EXERCISE -
As you look over the data below, please find each line where the word "Drive" appears, then copy it.

DATA RECORDS -
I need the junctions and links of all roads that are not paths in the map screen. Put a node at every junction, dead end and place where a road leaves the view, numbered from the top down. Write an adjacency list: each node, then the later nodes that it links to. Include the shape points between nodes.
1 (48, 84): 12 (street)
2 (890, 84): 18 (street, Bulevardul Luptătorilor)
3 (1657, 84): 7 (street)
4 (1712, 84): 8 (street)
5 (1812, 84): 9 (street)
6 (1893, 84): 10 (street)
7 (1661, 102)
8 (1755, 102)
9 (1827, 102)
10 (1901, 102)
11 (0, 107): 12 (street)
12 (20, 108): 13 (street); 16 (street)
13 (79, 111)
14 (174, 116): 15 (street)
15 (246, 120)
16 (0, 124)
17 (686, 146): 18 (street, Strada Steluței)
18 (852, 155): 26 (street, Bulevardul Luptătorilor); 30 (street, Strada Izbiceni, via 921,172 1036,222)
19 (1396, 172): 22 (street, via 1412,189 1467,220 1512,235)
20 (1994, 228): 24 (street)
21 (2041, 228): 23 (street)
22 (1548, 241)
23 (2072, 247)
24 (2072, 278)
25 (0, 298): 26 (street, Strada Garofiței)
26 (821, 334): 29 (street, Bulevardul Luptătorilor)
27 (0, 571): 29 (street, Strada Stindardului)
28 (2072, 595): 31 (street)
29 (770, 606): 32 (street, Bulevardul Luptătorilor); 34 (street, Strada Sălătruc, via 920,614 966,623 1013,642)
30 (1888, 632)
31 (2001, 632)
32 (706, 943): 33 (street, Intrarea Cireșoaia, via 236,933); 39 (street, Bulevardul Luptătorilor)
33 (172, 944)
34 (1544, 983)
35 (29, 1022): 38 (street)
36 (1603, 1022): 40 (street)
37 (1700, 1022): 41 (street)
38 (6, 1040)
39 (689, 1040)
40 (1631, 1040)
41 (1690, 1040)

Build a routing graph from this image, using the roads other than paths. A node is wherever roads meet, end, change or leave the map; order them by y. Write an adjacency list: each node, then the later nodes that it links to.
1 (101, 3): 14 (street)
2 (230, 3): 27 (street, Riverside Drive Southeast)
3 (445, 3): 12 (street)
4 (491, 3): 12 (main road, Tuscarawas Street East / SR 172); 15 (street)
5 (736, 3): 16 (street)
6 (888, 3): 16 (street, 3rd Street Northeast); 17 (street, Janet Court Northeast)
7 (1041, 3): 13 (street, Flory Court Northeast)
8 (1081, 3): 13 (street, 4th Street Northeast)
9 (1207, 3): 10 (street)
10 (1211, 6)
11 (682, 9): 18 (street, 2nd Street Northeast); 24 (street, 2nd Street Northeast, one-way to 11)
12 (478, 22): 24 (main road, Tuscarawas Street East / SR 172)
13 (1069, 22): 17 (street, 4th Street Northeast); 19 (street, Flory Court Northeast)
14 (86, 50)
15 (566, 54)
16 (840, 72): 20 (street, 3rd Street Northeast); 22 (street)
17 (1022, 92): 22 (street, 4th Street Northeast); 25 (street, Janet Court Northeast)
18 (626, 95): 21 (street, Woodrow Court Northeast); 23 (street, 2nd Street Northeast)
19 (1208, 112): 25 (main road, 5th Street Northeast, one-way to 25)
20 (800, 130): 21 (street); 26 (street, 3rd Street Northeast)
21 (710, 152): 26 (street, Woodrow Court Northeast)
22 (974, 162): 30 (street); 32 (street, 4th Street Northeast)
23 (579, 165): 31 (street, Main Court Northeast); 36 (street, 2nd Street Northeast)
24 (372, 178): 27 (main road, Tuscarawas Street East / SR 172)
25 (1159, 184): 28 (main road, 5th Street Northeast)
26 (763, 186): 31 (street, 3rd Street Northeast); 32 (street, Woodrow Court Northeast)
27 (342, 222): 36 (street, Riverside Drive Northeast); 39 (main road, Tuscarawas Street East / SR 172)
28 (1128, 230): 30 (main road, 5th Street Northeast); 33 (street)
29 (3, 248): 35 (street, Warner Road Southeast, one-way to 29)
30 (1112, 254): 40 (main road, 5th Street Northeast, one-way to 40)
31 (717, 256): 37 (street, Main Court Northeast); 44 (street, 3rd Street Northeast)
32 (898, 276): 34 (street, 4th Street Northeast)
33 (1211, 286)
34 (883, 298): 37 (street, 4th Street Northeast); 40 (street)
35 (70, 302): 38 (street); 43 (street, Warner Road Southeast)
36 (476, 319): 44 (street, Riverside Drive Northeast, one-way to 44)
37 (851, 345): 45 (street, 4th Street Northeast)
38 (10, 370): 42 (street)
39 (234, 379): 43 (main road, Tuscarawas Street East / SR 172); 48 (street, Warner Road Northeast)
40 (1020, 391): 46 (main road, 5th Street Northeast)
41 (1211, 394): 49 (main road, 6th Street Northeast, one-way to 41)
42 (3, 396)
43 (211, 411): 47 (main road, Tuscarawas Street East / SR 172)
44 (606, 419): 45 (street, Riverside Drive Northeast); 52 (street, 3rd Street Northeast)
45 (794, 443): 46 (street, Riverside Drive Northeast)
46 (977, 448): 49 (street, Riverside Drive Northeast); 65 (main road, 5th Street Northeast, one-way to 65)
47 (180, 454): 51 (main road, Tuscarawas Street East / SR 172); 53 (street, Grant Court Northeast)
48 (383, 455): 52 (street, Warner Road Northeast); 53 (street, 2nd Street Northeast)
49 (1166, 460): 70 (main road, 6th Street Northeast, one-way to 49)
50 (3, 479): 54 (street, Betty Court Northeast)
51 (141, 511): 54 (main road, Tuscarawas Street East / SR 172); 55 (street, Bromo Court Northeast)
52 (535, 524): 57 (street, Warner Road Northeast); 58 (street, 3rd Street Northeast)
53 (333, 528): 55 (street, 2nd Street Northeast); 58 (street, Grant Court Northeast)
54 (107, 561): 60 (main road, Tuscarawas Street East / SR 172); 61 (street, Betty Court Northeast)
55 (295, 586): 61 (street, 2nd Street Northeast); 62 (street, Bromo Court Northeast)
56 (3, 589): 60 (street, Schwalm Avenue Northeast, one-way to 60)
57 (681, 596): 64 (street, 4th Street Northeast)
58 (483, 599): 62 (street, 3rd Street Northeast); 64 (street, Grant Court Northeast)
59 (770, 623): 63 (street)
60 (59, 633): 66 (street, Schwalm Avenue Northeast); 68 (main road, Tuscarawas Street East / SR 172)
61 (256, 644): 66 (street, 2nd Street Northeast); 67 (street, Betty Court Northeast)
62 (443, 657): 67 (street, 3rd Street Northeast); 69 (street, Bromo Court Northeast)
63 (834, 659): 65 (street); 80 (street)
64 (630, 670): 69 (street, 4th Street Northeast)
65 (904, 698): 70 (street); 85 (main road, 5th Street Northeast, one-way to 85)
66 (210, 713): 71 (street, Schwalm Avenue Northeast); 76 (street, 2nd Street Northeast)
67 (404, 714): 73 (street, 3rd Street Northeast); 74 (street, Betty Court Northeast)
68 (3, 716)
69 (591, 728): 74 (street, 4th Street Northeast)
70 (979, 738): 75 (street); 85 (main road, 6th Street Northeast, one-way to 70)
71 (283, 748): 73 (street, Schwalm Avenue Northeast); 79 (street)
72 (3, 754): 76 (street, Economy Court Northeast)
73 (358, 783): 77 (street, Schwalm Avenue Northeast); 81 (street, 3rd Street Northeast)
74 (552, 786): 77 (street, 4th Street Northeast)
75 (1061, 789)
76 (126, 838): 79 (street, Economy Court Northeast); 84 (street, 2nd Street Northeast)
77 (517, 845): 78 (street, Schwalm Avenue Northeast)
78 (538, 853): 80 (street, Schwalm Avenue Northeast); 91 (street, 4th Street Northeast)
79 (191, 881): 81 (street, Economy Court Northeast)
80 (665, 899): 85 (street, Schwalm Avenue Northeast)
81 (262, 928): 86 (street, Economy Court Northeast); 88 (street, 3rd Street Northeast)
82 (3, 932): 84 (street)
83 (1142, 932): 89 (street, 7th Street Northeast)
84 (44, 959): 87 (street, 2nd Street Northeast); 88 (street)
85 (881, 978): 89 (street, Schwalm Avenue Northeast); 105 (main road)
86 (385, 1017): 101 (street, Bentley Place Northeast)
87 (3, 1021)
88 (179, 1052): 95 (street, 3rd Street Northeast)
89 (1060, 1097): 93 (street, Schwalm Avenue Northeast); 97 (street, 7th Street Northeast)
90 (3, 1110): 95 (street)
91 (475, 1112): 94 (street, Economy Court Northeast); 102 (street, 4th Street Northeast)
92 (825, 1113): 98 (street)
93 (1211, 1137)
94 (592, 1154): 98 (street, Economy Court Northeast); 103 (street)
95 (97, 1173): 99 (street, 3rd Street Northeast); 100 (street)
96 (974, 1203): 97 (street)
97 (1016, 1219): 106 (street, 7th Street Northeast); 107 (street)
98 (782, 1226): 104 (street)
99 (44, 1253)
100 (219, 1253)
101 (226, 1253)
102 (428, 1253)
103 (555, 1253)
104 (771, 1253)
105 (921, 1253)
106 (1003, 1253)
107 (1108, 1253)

COMPLETED EXERCISE -
2 (230, 3): 27 (street, Riverside Drive Southeast)
27 (342, 222): 36 (street, Riverside Drive Northeast); 39 (main road, Tuscarawas Street East / SR 172)
36 (476, 319): 44 (street, Riverside Drive Northeast, one-way to 44)
44 (606, 419): 45 (street, Riverside Drive Northeast); 52 (street, 3rd Street Northeast)
45 (794, 443): 46 (street, Riverside Drive Northeast)
46 (977, 448): 49 (street, Riverside Drive Northeast); 65 (main road, 5th Street Northeast, one-way to 65)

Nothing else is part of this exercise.